Stored data:
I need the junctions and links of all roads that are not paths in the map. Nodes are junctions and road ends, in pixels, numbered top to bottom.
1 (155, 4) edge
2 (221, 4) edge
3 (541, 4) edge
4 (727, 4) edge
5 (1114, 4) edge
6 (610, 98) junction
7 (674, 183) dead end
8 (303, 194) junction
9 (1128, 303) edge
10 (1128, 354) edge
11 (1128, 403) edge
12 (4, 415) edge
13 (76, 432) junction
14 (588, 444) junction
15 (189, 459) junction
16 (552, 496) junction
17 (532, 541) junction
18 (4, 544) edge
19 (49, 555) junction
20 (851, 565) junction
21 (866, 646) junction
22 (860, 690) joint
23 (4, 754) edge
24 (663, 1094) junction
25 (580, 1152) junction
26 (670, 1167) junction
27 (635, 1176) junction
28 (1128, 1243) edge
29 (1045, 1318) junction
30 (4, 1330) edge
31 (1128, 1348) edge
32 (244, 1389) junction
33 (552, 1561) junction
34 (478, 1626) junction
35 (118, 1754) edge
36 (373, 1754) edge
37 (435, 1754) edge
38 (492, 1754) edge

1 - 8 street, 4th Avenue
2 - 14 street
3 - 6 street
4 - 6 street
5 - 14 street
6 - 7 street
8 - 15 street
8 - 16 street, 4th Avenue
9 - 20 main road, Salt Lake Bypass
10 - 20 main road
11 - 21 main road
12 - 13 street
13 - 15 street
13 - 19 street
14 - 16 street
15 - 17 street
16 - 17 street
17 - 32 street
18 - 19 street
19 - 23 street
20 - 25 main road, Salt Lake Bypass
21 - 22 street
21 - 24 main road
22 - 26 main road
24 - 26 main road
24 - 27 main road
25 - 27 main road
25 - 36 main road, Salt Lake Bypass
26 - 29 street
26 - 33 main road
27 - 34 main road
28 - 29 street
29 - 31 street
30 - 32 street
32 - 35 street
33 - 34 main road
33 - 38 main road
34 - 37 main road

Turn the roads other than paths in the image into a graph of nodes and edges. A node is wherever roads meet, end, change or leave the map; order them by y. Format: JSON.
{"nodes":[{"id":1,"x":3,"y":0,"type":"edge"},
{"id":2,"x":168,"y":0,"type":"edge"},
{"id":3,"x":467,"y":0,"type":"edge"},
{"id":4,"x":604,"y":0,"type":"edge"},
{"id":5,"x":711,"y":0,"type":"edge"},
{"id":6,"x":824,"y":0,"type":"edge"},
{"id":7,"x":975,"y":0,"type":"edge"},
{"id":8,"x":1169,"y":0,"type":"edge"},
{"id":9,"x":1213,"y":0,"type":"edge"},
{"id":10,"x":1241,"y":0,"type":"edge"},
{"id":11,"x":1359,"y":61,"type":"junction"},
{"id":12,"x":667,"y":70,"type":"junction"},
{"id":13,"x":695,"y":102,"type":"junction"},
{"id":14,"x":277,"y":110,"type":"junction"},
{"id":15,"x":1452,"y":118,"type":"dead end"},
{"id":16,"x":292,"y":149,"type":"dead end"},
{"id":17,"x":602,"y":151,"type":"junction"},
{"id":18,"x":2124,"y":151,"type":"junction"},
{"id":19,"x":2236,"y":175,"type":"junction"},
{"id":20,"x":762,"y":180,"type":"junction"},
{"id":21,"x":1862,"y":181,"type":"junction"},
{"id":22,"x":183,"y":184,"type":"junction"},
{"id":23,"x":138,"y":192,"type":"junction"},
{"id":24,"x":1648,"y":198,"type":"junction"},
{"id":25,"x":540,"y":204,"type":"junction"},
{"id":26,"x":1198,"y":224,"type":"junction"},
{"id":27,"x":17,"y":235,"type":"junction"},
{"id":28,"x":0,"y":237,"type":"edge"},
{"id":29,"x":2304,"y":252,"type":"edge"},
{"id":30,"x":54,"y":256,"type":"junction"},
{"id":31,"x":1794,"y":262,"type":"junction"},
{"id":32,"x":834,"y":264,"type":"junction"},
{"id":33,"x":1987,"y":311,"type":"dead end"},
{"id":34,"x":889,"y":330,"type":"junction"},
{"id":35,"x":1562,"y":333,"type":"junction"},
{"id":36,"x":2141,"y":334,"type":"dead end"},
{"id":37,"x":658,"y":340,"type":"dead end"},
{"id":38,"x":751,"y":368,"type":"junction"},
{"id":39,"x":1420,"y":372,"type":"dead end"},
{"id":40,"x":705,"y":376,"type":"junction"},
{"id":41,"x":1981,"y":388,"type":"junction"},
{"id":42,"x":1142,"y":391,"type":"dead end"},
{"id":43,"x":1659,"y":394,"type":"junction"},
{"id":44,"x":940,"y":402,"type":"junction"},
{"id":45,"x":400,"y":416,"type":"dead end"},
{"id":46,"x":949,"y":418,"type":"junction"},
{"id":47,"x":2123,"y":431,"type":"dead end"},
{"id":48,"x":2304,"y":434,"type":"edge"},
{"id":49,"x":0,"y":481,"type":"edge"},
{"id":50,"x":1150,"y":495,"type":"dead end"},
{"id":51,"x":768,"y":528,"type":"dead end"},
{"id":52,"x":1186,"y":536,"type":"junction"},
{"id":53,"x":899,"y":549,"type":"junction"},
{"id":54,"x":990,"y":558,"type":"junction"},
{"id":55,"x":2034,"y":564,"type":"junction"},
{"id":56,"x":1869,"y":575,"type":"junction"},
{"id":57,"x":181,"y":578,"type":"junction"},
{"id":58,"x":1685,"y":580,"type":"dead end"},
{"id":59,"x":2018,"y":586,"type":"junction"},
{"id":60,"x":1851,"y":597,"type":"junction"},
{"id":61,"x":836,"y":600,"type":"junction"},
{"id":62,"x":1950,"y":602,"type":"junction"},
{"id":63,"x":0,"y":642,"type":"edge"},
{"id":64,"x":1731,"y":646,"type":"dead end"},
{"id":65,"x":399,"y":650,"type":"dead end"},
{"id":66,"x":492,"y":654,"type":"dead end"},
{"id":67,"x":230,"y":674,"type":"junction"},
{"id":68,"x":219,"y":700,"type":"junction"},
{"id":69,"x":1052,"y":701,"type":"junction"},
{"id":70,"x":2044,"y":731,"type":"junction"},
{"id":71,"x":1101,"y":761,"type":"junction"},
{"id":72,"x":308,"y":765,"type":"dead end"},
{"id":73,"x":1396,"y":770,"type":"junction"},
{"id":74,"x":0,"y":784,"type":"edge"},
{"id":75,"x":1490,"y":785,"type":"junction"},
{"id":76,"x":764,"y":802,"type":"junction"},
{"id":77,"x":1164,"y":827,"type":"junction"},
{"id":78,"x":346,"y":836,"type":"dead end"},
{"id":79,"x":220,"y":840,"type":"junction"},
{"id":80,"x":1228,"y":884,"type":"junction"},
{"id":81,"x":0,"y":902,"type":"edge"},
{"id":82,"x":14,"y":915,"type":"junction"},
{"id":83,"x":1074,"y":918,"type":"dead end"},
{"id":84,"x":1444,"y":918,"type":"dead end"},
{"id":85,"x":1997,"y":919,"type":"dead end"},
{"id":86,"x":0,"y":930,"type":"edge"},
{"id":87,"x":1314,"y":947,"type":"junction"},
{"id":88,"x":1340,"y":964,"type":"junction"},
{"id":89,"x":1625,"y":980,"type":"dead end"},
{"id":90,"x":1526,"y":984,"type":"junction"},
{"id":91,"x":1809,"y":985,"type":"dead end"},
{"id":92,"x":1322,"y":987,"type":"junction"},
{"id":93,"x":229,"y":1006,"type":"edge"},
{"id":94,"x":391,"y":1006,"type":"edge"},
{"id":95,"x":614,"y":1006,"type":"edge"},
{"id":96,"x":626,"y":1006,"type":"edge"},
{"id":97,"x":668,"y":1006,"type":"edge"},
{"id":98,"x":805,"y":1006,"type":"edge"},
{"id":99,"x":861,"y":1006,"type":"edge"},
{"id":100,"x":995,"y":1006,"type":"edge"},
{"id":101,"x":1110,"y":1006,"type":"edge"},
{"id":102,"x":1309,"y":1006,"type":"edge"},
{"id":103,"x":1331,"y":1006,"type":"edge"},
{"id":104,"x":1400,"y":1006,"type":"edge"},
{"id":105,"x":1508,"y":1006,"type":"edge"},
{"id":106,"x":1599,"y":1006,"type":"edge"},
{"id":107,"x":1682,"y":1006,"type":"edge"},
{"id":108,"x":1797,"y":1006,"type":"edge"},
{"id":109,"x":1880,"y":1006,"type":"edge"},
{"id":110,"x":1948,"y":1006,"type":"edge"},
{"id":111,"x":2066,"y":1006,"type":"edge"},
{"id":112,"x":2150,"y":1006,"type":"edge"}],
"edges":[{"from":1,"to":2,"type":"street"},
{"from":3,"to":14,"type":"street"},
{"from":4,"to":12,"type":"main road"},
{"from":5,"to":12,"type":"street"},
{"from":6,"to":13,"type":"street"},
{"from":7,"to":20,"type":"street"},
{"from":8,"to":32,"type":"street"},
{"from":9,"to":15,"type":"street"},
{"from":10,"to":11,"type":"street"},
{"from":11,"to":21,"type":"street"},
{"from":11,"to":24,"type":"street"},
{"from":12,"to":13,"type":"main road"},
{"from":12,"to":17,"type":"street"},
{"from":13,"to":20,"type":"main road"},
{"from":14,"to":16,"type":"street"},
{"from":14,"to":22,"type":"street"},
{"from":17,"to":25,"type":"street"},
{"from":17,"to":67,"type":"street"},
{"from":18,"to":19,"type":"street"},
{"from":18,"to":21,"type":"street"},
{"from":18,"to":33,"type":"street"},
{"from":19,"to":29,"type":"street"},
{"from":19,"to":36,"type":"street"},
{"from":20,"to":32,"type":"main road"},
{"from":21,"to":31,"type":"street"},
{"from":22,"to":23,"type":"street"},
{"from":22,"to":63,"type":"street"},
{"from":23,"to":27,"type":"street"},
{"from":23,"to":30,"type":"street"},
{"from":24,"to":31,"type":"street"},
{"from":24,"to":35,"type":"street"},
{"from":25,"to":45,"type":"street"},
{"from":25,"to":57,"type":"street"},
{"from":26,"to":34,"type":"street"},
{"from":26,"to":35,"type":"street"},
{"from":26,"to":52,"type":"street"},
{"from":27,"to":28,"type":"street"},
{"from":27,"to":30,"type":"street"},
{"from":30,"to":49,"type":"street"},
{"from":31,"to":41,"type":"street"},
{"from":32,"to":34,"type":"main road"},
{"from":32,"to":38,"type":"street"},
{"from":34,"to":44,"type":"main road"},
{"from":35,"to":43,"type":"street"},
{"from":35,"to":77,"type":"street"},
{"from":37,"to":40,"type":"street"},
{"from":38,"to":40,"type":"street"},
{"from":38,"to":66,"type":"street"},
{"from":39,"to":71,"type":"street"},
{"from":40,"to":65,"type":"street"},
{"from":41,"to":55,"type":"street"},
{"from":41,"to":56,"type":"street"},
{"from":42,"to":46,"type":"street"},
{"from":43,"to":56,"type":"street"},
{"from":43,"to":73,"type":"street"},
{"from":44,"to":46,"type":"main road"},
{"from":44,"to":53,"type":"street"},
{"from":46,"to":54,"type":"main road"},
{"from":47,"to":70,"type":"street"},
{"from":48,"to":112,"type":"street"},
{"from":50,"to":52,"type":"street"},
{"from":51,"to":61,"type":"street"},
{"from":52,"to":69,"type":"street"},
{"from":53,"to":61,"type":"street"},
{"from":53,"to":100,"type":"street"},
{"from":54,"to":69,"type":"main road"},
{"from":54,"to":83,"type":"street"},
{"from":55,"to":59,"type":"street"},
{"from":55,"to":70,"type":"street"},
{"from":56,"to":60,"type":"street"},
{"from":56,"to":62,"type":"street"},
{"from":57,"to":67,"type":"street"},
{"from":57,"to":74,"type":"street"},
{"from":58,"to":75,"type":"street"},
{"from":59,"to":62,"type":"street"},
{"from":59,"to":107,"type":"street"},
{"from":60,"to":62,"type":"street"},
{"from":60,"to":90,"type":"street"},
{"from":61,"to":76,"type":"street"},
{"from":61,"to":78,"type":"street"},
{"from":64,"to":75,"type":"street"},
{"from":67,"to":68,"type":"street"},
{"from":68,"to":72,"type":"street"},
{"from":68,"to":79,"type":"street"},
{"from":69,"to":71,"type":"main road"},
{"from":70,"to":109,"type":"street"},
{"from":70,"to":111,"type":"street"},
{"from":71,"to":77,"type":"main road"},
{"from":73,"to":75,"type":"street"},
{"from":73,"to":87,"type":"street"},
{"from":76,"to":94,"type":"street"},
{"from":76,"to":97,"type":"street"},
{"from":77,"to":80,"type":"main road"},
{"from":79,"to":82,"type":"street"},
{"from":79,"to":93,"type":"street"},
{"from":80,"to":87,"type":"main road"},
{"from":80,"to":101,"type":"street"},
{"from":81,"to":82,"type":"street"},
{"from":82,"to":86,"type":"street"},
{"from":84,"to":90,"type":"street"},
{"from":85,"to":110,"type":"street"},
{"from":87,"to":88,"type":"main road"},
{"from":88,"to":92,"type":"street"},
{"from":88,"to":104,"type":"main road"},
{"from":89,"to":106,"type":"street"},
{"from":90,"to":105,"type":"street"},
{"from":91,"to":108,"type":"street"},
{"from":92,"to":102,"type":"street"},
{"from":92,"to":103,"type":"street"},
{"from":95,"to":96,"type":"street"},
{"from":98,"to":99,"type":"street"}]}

- _TASK DETAILS_: Each line above that contains the word "roads" should be counted, and only the total given.

- _SOLUTION_: 2